The ambush has been well planned. We can’t get away by paddling back upriver because the guns are on either bank, right at the narrows. If we try to pass between them, the crossfire will blow us to matchsticks. If we stay out here, they’ll pick us off one by one. And we can’t escape downriver, over the rapids, because it would be like trying to go down Niagara Falls in a barrel.
The canoe right next to us comes under fire. The man standing at its prow manages to dive off. A second later, the four men and one woman remaining on board are shredded alive. Their bodies dance grotesquely as bullets thud into them, and then skulls and chests explode and riddled, eviscerated corpses are blasted over the side.
“Jack!” I look over. P.J. is half standing, horrified. “We’re next.”
She’s right. I can almost feel the soldiers on both banks adjusting their aim. But she’s also wrong. Because there’s no way I’ll let that happen. Even the best traps have a way out, and the only possible escape from this one is roaring just in front of us. Every now and then, someone does make it down Niagara Falls in a barrel.
“Down the falls!” I shout to the Korubo chief, pointing with my arm. “It’s the only way!”
He doesn’t speak a word of English, but we exchange one desperate look and he understands.
We turn the canoe and head straight for the cataracts. I see the other canoes follow us toward the hissing and steaming entrance to a watery hell.
59
We paddle for the abyss. It’s strange to be racing toward almost certain death, straining for it, as if it also represents the only possible chance at salvation.

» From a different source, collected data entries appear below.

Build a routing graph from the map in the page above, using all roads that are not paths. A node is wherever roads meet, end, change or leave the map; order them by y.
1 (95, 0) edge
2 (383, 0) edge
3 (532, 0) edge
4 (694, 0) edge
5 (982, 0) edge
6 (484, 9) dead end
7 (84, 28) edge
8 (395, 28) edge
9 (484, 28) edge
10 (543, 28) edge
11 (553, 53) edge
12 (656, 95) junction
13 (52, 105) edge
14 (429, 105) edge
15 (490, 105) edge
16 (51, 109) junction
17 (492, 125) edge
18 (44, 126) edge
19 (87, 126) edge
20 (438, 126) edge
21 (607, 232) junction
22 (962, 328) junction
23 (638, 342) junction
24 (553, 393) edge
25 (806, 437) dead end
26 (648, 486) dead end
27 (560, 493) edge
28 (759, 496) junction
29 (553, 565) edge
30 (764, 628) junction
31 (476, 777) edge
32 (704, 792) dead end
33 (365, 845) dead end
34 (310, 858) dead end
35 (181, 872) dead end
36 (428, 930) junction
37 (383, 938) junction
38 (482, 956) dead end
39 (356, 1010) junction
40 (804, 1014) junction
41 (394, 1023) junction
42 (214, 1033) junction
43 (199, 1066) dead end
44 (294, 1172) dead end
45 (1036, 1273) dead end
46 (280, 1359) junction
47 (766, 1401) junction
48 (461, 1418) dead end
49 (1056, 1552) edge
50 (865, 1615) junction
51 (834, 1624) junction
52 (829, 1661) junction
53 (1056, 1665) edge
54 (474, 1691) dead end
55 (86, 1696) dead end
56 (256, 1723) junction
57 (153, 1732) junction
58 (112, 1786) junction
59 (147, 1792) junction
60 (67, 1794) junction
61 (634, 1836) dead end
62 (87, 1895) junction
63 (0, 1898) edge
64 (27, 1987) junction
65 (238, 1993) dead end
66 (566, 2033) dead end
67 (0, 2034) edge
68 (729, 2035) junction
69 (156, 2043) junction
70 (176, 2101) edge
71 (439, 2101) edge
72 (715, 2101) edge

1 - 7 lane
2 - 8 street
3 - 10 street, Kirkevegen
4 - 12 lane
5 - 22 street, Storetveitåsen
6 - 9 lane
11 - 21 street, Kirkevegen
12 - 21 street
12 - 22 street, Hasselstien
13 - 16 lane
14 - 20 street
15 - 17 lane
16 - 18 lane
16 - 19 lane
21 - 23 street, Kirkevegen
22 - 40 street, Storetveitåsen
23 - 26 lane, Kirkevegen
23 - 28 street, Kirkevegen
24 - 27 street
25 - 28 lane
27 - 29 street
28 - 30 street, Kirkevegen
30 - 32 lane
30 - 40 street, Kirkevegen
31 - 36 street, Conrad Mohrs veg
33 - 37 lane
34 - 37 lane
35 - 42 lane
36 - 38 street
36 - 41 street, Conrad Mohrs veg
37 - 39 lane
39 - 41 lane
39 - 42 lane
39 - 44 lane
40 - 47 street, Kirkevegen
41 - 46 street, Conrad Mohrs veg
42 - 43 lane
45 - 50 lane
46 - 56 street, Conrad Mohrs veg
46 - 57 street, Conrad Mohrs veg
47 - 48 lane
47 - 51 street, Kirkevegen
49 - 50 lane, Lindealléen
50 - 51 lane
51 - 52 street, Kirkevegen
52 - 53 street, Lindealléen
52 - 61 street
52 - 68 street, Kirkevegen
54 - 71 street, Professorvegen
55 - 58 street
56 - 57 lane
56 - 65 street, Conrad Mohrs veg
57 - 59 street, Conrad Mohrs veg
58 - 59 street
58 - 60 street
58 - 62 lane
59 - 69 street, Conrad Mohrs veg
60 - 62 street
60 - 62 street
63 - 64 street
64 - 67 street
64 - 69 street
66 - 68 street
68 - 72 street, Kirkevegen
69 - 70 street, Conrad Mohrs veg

Bullets hiss around us. Three more canoes are hit. Pieces of splintered wood flap by like flying fish. Horrific screams ring out so sharply that they pierce even the thunder of the falls. Patches of white water churn scarlet. I see men and women bobbing desperately in the river, their eyes wild with the fear of drowning.
I want to try to rescue them, but there’s nothing we can do. The crossfire is too intense, and the current is sweeping us along too quickly. If we did succeed in slowing down, we’d be machine-gunned in seconds.
I have to save P.J. That’s all I’m thinking. You got her into this. Do whatever it takes. Get her out.
A bullet rips through the prow of our canoe. Knocks us off line. The chief straightens us. A second bullet smashes in. A third! They’ve found our range.
I dive forward and cover P.J. with my body. She cringes. I hold her tight. Wait to be shredded. Hope the first bullet is a head shot that kills me. But just before that happens, the bottom drops out of the world.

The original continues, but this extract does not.